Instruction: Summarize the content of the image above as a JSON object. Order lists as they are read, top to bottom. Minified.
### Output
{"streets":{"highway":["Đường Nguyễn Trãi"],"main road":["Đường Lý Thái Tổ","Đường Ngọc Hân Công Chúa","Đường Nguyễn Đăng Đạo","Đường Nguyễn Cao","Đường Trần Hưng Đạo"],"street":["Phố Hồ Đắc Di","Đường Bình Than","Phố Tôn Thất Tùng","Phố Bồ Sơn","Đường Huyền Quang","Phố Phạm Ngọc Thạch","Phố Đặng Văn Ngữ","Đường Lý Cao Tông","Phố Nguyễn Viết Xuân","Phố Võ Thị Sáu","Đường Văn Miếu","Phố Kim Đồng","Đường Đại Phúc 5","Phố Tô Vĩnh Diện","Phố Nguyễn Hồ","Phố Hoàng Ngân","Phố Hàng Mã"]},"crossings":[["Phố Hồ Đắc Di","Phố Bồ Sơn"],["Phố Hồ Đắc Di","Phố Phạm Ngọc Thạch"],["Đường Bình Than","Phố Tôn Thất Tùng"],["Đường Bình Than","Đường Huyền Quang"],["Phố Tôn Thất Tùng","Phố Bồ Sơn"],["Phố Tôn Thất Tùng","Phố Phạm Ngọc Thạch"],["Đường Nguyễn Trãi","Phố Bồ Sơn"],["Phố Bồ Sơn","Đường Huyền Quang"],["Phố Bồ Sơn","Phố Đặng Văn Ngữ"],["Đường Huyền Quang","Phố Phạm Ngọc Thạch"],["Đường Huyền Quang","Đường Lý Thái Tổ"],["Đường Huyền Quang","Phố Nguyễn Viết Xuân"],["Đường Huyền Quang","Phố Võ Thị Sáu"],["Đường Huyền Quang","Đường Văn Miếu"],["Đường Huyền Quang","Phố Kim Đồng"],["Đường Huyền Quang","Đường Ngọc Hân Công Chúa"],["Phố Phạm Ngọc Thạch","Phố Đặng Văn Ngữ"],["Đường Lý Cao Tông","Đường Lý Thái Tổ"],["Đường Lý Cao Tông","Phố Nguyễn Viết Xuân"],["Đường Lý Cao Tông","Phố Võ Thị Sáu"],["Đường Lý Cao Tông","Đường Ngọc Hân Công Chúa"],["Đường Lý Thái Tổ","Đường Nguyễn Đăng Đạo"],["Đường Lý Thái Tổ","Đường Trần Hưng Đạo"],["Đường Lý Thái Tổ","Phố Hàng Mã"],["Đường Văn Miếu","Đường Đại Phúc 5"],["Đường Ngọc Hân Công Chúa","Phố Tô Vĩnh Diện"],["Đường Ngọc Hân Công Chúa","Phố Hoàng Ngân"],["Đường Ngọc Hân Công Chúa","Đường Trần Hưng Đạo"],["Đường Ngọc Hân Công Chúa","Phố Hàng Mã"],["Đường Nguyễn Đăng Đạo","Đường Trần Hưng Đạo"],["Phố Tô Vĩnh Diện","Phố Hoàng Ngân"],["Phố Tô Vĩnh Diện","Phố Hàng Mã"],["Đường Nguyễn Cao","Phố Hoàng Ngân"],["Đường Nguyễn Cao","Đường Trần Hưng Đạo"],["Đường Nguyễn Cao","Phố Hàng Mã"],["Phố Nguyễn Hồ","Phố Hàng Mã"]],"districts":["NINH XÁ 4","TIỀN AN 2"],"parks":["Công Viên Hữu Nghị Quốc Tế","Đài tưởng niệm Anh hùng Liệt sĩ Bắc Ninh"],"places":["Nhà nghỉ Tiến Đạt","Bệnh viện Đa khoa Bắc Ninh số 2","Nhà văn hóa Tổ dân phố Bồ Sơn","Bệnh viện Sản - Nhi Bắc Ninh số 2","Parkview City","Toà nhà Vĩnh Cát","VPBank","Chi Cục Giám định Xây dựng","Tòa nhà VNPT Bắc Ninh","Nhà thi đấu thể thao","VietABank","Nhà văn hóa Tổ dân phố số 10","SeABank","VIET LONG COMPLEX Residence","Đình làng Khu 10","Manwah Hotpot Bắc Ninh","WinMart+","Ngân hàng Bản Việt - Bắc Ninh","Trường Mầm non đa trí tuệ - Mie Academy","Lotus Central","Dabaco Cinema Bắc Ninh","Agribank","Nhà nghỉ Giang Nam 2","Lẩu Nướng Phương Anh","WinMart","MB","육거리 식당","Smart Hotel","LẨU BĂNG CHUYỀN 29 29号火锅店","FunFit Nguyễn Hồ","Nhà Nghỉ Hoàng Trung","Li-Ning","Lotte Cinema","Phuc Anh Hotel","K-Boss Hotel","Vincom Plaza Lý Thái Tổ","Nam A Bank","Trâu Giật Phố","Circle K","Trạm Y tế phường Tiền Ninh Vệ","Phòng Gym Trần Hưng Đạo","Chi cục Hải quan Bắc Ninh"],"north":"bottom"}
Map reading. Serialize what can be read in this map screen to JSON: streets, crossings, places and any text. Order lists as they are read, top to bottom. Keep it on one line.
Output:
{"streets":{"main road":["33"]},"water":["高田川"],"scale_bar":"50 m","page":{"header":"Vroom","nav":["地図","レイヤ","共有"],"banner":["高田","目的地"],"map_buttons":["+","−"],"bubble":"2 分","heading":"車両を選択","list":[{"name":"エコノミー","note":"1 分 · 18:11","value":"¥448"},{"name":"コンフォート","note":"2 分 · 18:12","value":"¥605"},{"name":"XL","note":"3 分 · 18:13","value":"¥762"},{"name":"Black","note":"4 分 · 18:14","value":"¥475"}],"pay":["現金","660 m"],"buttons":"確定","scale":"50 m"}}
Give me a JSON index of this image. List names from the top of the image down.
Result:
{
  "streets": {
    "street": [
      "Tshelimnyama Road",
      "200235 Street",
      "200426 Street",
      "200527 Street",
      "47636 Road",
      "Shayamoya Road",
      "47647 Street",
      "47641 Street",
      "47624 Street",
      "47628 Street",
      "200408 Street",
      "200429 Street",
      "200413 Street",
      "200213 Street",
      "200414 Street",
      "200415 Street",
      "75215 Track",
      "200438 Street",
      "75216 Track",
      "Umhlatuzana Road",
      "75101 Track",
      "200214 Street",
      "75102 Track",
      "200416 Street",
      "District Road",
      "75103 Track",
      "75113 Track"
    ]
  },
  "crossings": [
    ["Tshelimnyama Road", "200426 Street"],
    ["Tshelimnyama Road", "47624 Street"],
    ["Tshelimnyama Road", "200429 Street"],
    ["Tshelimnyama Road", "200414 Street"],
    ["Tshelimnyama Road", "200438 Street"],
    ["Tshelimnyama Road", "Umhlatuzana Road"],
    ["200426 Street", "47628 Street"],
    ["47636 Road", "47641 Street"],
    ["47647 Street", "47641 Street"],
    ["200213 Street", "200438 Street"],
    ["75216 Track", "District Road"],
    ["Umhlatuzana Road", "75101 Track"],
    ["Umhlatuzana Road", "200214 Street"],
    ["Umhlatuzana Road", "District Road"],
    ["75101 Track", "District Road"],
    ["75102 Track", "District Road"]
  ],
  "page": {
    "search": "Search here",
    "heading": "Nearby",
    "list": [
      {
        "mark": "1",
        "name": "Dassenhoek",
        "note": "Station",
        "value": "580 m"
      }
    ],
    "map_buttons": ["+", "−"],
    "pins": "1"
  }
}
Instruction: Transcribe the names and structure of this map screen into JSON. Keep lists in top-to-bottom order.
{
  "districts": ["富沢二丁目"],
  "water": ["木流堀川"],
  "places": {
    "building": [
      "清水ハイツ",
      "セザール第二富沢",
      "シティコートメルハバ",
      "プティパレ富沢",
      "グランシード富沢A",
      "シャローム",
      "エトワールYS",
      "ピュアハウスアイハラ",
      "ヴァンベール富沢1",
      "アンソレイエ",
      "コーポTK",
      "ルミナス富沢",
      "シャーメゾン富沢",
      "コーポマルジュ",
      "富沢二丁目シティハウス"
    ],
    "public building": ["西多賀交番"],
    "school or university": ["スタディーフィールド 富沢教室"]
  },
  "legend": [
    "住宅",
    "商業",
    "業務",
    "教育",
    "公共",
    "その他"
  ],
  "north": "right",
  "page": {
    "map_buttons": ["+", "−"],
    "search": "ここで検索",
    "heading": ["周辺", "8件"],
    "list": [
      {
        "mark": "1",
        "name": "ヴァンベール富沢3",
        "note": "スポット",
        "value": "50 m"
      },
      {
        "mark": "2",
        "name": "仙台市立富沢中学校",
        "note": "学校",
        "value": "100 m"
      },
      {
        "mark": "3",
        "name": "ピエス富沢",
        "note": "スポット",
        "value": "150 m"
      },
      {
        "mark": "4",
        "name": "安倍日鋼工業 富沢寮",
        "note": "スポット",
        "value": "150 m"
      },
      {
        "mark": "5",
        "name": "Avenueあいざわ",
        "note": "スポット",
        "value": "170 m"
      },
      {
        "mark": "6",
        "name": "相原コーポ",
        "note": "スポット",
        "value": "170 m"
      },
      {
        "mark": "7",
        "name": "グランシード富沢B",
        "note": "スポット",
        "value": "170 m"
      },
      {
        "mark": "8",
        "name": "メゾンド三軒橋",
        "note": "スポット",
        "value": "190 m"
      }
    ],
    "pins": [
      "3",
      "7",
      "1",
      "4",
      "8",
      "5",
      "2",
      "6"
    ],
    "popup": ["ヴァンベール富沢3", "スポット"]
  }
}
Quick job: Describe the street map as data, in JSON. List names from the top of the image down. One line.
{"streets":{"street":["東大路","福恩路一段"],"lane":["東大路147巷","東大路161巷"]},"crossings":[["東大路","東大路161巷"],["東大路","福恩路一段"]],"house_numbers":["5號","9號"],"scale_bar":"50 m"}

**Assignment**
The expected answer is only a number: the count of lines in this listing that contain the string "lists".

**Answer box**
3